Aboard the Emma, Stamm said: "I had tried to reduce the speed of the yacht when it was doing 20 knots and had been surfing at 27 knots and the keel was moving rapidly. About 10 seconds after that the keel broke and the yacht went on to its side.

"I knew I was in trouble and after that the yacht capsized and I was finished. It was full of water and I was just praying to get out. I turned on the emergency switch and then took to the life raft and tied it to the stern and I knew I had food and water."

He said the broken keel had been: "a conception that cannot work at high speed."

A second dismasting ended the chances of Vincent Riou, a potential race winner, though a world record was in sight for a man who is already a round-the-world winner. Meanwhile, British boats moved into first and second places in the original - and hardest - singlehanded transatlantic race, run this year over a 2,800-mile course from Plymouth to Boston.

Stamm, who in 2001 set the west-to-east transatlantic record in the same boat, Armor Lux, had already felt the tell-tale vibrations when his 60-foot yacht - which was in the lead but hammering through 40-knot winds and big seas - lost its keel. Once overturned, Stamm set off his emergency signal and contacted the Marine Rescue Coordination Centre.

A Royal Canadian Air Force Hercules from Greenwood, Nova Scotia, made visual and audio contact with Stamm, and arranged the diversion of the commercial ship, supported by the European Fisheries protection vessel Jean Charicot.

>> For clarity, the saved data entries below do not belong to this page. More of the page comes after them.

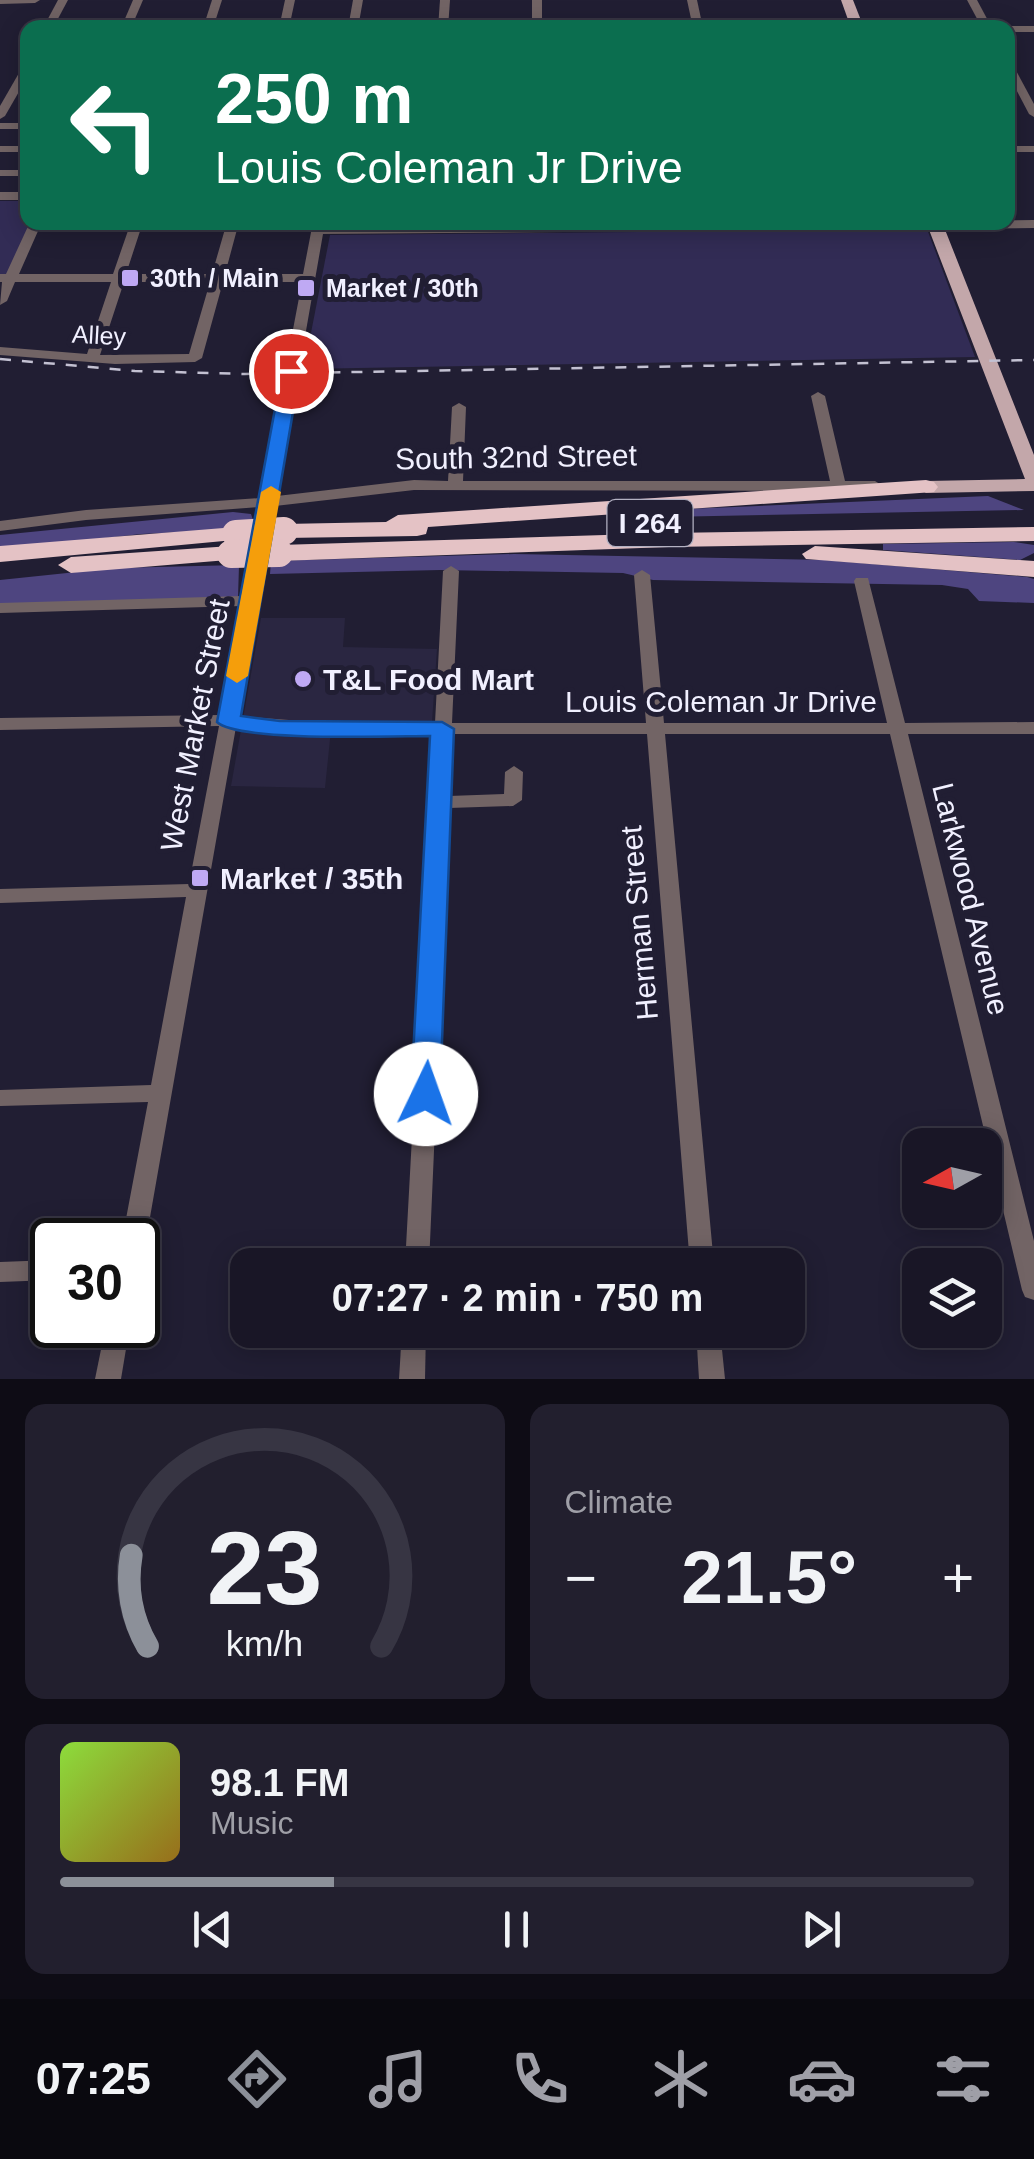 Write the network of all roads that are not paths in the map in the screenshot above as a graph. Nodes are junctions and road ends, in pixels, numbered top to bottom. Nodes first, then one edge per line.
1 (0, 0) edge
2 (36, 0) edge
3 (20, 80) edge
4 (1015, 88) edge
5 (1034, 114) edge
6 (0, 116) edge
7 (32, 230) edge
8 (135, 230) edge
9 (231, 230) edge
10 (317, 230) edge
11 (938, 230) edge
12 (6, 278) edge
13 (118, 278) junction
14 (217, 278) junction
15 (308, 278) junction
16 (0, 301) edge
17 (0, 351) edge
18 (92, 359) junction
19 (818, 396) dead end
20 (459, 407) dead end
21 (1034, 482) edge
22 (454, 484) junction
23 (838, 484) junction
24 (926, 487) junction
25 (269, 502) junction
26 (1028, 525) edge
27 (0, 526) edge
28 (281, 542) junction
29 (234, 544) junction
30 (469, 546) junction
31 (0, 554) edge
32 (451, 572) dead end
33 (1034, 572) edge
34 (0, 573) edge
35 (642, 575) dead end
36 (862, 581) dead end
37 (251, 601) junction
38 (0, 608) edge
39 (228, 722) junction
40 (0, 724) edge
41 (899, 728) junction
42 (1034, 728) edge
43 (442, 729) junction
44 (655, 729) junction
45 (514, 772) dead end
46 (439, 802) junction
47 (197, 890) junction
48 (0, 896) edge
49 (160, 1093) junction
50 (0, 1098) edge
51 (138, 1218) edge
52 (419, 1248) edge
53 (701, 1248) edge
54 (30, 1271) edge
55 (0, 1272) edge
56 (1034, 1290) edge
57 (114, 1348) edge
58 (413, 1348) edge
59 (709, 1348) edge
60 (108, 1379) edge
61 (412, 1379) edge
62 (712, 1379) edge

1 - 2 street
3 - 6 street
4 - 5 street
7 - 12 street
8 - 13 street
9 - 14 street
10 - 15 street, West Market Street
11 - 21 main road
12 - 13 street
12 - 16 street
13 - 14 street
13 - 18 street
14 - 15 street
14 - 18 street, Alley
15 - 25 street, West Market Street
17 - 18 street, Alley
19 - 23 street
20 - 22 street
21 - 24 main road, South 32nd Street
22 - 23 street, South 32nd Street
22 - 25 street, South 32nd Street
23 - 24 street, South 32nd Street
24 - 28 highway
25 - 27 street, South 32nd Street
25 - 37 street, West Market Street
26 - 28 highway, I 264
26 - 30 highway, I 264
28 - 29 highway, I 264, bridge
28 - 30 highway, I 264
29 - 31 highway, I 264
29 - 34 highway, I 264
30 - 33 highway
32 - 43 street
35 - 44 street, Herman Street
36 - 41 street, Larkwood Avenue
37 - 38 street
37 - 39 street, West Market Street
39 - 40 street, Louis Coleman Jr Drive
39 - 43 street, Louis Coleman Jr Drive
39 - 47 street, West Market Street
41 - 42 street, Louis Coleman Jr Drive
41 - 44 street, Louis Coleman Jr Drive
41 - 56 street, Larkwood Avenue
43 - 44 street, Louis Coleman Jr Drive
43 - 46 street
44 - 53 street, Herman Street
45 - 46 street
46 - 52 street
47 - 48 street
47 - 49 street, West Market Street
49 - 50 street
49 - 51 street, West Market Street
54 - 55 street
57 - 60 street
58 - 61 street
59 - 62 street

"It is really difficult to guess what might have happened, but it is obvious he lost a large part of his ballast package," said the British designer Merfyn Owen. The hull was designed to take exactly the loads which were being exerted by the gales and the bumpy seas "so something else must have gone wrong," added Owen. Stamm's survival suit would have helped maintain his body temperature.

Things were also going wrong for Riou, who was dismasted after driving PRB into second place behind Stamm and ahead of Britain's Mike Golding in Ecover and the Kiwi Mike Sanderson in Pindar. Riou had slipped to third when he lost his mast and boom about 500 miles south of Newfoundland.

Golding held a slender lead and had to cope with his own problems. As soon as the race started he lost the hydraulic power which switches the keel from side to side. He has since been pumping it into position by hand. He then temporarily lost the use of his autopilots yesterday morning. But approaching 1,100 miles to the finish Golding had a lead of just seven miles over Sanderson and will need both guile and physical stamina if he is to overcome the vagaries of the weather.

Nearly 700 miles ahead of him, Michel Desjoyeaux, who won the Vendée Globe singlehanded round-the-world race in 2000-2001, but has since switched to multihull racing, was approaching the 400-mile barrier in Géant having seen his lead cut to 50 miles by Thomas Coville in Sodebo. Both should finish today and cut over 24 hours off the record of nine days, 23hr, 21min set in 2000 by Francis Joyon, the man who recently set a new record for sailing the 90 trimaran Idec solo around the world.